As for your question on perturbation theory: suppose you have a Hamiltonian of the form H = H0 + V. What's implicitly assumed here is that the operators H, H0 and V are all self-adjoint on the Hilbert space we are working with. So all these operators have a complete set of eigenstates in the Hilbert space -- just like sweet springs mentioned.

 

[tom.stoer]

Support on [0,L] means that the function is defined on [0,L] and vanishes outside this interval identically. Therefore one can savely restrict to this interval.

Having support in [0,L] does not imply that f must vanish at 0 and L! This is an additional physical requirement and means that one restricts to a subset of L²[0,L] only!
The problem is that in QM most people are not aware of the fact that there are these mathematical subtleties.

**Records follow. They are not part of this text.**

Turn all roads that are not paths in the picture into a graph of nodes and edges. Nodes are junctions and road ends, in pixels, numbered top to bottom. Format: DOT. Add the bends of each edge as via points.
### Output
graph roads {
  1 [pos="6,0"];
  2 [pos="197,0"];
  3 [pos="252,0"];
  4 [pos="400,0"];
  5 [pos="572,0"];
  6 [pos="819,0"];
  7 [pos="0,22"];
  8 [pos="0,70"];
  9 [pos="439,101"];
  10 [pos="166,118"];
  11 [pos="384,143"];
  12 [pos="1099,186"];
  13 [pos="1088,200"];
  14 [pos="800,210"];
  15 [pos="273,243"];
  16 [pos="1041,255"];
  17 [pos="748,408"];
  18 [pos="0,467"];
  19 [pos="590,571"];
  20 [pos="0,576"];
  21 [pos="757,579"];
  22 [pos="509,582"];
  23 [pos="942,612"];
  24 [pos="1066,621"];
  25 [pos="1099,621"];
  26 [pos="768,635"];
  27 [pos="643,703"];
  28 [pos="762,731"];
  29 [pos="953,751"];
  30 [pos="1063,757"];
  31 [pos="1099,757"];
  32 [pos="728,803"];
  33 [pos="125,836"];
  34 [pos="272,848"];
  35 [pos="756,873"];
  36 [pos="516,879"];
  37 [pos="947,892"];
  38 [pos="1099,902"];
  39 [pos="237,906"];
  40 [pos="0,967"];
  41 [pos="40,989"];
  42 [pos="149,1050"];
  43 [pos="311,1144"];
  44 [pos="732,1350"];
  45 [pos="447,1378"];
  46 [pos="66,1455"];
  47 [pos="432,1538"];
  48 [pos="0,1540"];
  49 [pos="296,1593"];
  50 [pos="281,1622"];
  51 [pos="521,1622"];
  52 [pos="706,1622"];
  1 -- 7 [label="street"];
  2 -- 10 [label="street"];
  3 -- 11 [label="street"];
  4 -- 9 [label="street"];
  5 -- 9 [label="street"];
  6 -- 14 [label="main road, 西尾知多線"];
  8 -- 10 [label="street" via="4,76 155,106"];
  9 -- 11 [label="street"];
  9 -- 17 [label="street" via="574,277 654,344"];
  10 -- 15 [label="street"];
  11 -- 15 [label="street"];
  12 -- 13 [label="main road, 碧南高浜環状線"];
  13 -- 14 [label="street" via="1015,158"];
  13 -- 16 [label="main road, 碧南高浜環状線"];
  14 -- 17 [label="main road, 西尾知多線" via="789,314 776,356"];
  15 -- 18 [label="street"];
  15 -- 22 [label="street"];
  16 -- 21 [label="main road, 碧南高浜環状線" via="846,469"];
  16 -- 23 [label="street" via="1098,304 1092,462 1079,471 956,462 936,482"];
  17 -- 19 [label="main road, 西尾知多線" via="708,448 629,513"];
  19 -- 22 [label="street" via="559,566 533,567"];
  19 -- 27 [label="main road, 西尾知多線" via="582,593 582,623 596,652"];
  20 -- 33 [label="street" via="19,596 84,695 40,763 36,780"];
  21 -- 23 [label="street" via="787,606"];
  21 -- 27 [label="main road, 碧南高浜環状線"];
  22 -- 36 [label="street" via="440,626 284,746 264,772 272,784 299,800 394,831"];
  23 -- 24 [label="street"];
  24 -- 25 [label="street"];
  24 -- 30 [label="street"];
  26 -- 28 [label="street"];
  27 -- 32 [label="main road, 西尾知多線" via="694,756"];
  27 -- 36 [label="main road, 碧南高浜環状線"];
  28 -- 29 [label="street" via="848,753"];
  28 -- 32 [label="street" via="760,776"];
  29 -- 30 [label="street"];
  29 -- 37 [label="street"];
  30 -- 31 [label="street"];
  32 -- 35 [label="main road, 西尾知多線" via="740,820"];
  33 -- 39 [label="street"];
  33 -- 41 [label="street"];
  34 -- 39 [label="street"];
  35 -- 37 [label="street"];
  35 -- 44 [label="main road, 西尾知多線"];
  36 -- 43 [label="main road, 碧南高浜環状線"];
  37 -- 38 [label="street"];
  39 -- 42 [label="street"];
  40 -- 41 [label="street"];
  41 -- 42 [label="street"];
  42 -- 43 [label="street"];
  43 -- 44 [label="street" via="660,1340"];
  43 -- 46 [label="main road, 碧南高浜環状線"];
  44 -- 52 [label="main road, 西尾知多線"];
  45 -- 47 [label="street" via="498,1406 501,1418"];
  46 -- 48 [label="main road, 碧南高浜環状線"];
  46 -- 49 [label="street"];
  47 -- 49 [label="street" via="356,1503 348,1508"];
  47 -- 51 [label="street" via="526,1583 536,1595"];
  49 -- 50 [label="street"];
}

If you restrict the Hilbert space to L²[0,L] you can calculate

\int_0^L dx \bar{g}(x) f(x)

Now as f(x) vanishes at 0 and L one can allow for g(x) not to vanish there; nevertheless all matrix elements are perfectly well defined and do not pick up contributions from the boundary. But this indicates that g(x) lives in a larger space than f(x)! This is the reason why we have to distinguish between symmetric and self-adoint operators and why a space and its dual need not be identical (which is trivial for finite-dimensional vector spaces)

 

[JK423]

Thanks all of you for your answers..
tom.stoer, which book would you recommend in order to study the mathematical side of the theory?

 

[tom.stoer]

I do not know about any QM book were you can find that stuff.

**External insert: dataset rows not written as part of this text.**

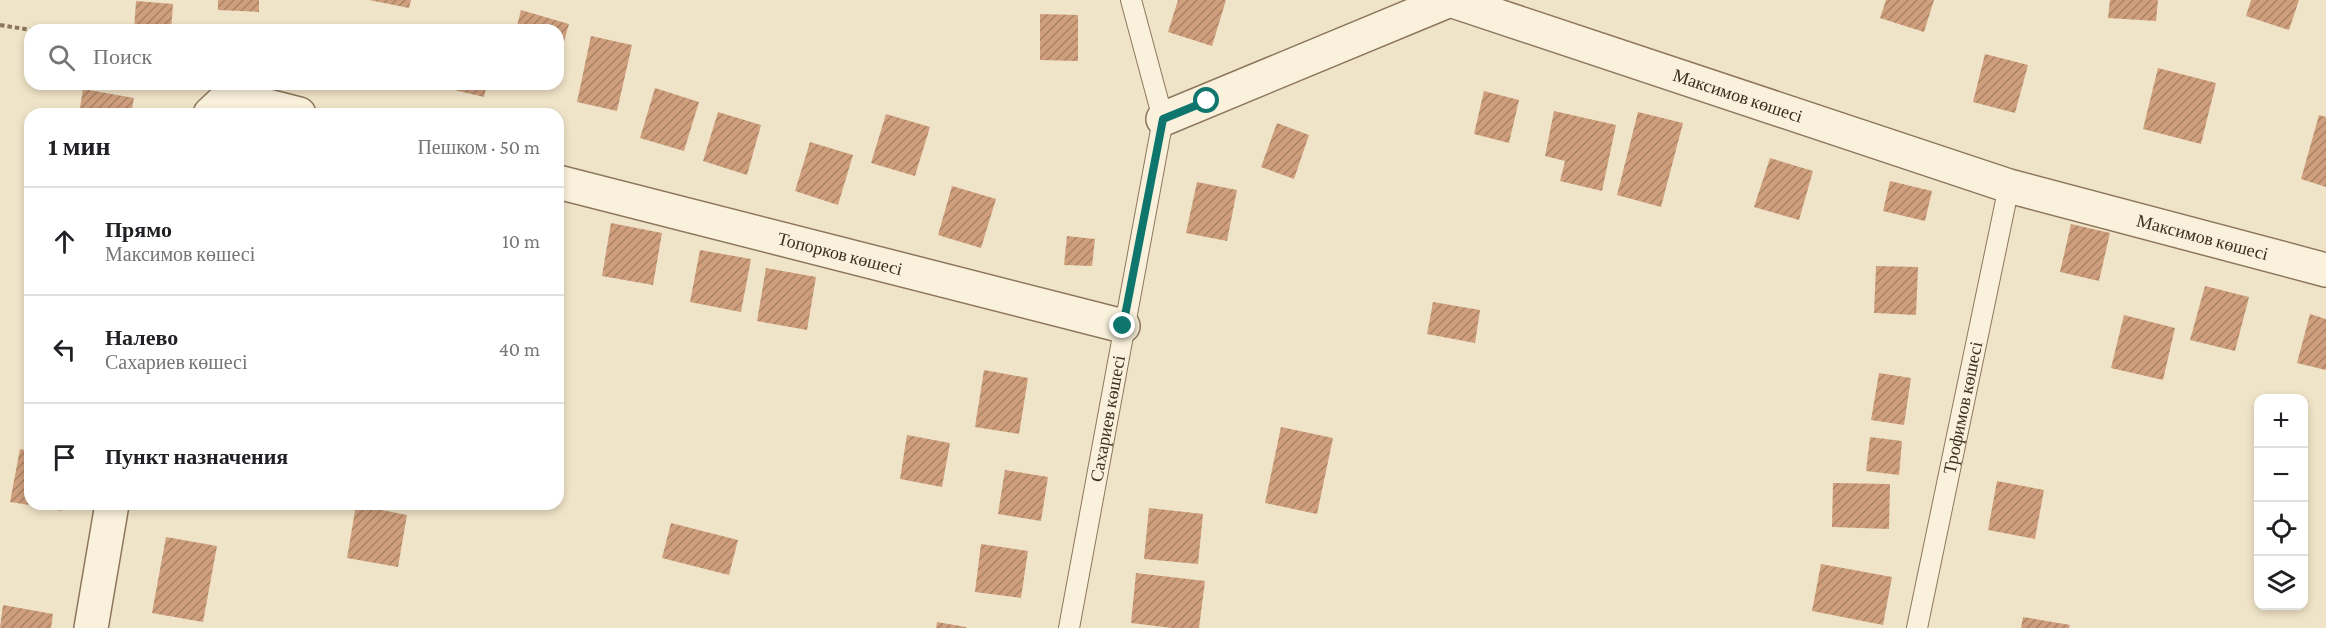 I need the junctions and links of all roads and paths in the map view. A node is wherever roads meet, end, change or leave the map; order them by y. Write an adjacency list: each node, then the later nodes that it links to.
1 (1131, 0): 6 (lane, Сахариев көшесі)
2 (0, 25): 3 (path)
3 (24, 29)
4 (220, 105): 5 (street)
5 (246, 108)
6 (1163, 119): 8 (street, Максимов көшесі); 10 (lane, Сахариев көшесі)
7 (564, 184): 10 (street, Топорков көшесі)
8 (2009, 186): 9 (street, Максимов көшесі); 14 (lane, Трофимов көшесі)
9 (2326, 270)
10 (1123, 326): 13 (lane, Сахариев көшесі)
11 (111, 510): 12 (street)
12 (92, 628)
13 (1069, 628)
14 (1917, 628) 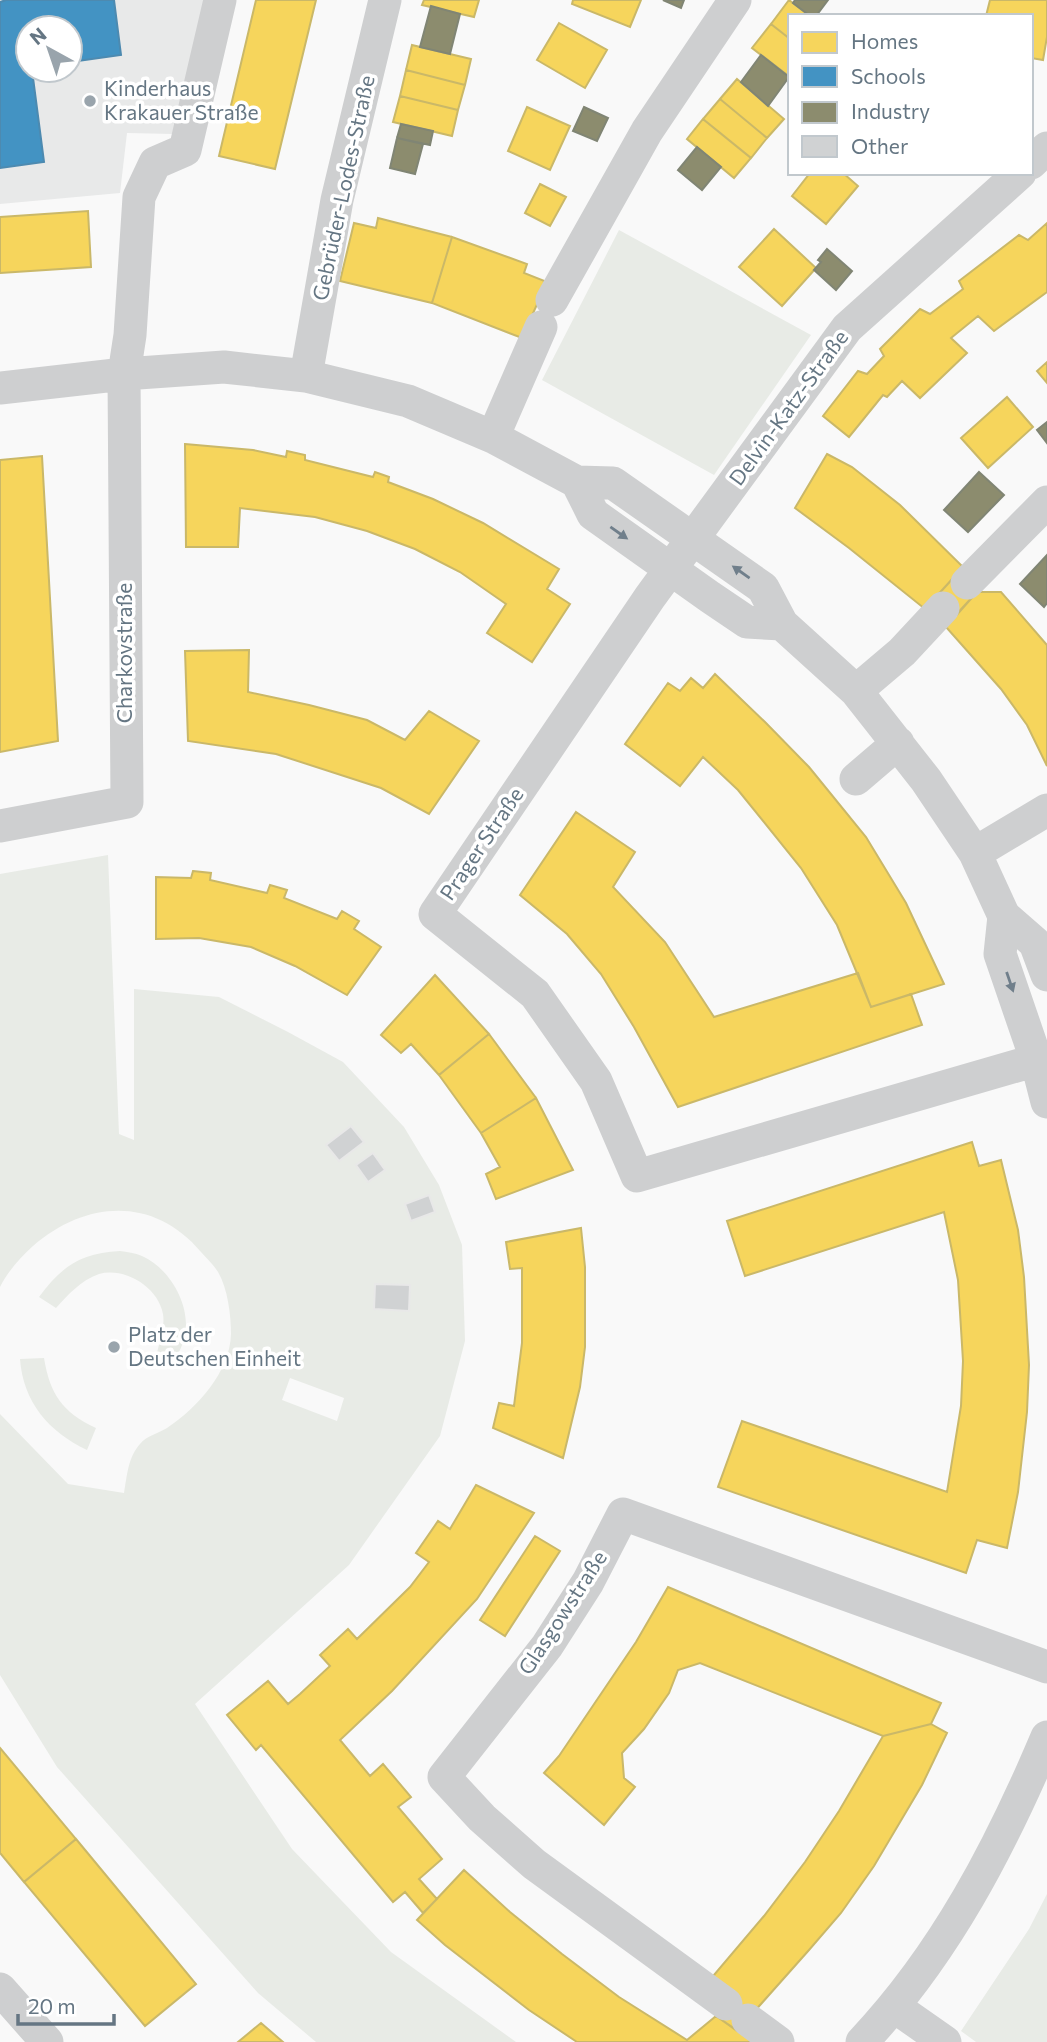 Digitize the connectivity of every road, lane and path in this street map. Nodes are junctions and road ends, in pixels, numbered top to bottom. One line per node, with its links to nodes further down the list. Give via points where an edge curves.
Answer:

I studied mathematics (functional analysis) as well and had a German book which discussed QM related topics. Would this be helpful?

 

[JK423]

So, i should study functional analysis? That seems to be hard.. !

 

[tom.stoer]

In many cases you wwill not need it; but sometimes it becomes relevant.

 

[unusualname]

It's more important to understand the physical implications of the problem you are solving. The mathematical theorems about completeness etc are nice to know but must be carefully applied. Eg in your problem with a square well you have boundary conditions at the end points requiring the wave function to be zero there, so your eigenstates are a basis with similar restrictions and don't extend to a basis ouside this region.

In other cases you may have a mixture of discrete and continuous eigenvalues and the basis is then the combined set of bounded eigenstates for the discrete set and unbounded (non square integrable) eigenstates for the continuous set. In the discrete case you can expand an arbitrary wave function in terms of a series, in the continuous case you must use an integral (so an arbitrary wave function is the sum of a discrete series of bounded eigenstates + an integral of unbounded eigenstates)

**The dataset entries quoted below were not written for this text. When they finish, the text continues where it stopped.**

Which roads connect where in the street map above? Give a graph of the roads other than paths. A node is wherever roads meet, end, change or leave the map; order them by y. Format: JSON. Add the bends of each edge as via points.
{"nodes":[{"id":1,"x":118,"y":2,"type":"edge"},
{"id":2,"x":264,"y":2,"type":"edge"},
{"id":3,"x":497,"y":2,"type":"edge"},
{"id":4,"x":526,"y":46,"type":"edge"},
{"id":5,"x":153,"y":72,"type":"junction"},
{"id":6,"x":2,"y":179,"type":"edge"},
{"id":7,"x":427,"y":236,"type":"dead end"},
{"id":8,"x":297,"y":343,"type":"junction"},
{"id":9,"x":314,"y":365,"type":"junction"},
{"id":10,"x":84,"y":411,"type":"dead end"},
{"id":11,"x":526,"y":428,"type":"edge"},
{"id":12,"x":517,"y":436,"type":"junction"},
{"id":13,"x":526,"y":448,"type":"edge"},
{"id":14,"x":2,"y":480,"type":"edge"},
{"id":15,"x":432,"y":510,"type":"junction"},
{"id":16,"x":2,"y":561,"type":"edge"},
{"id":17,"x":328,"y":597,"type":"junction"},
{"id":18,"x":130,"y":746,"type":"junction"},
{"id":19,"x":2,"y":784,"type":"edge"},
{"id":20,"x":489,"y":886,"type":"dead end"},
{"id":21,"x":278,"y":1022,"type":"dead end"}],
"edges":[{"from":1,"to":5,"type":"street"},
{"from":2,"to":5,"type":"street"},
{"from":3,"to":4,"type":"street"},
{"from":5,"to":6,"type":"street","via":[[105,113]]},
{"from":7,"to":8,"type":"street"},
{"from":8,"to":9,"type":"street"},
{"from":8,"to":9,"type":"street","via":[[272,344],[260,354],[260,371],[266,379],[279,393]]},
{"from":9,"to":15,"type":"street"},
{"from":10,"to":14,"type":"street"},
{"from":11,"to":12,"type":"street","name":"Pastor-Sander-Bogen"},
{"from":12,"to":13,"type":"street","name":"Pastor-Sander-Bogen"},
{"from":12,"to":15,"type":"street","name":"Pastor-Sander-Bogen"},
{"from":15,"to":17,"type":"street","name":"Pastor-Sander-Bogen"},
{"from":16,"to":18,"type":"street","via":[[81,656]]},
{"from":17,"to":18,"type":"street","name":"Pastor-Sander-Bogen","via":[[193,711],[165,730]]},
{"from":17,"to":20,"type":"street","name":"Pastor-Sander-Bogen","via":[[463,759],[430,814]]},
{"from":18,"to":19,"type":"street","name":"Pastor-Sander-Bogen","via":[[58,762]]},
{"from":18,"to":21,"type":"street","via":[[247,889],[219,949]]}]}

eg http://en.citizendium.org/wiki/Hydrogen-like_atom

People like Dirac didn't bother with measure theoretical functional analysis when introducing stuff like delta functions (Heisenberg barely knew general matrix theory) but they were able to make great progress and solve important physical problems. This crops up a lot in modern physics, the method of renormalisation can be made mathematically rigorous but it hardly helps with physical applications.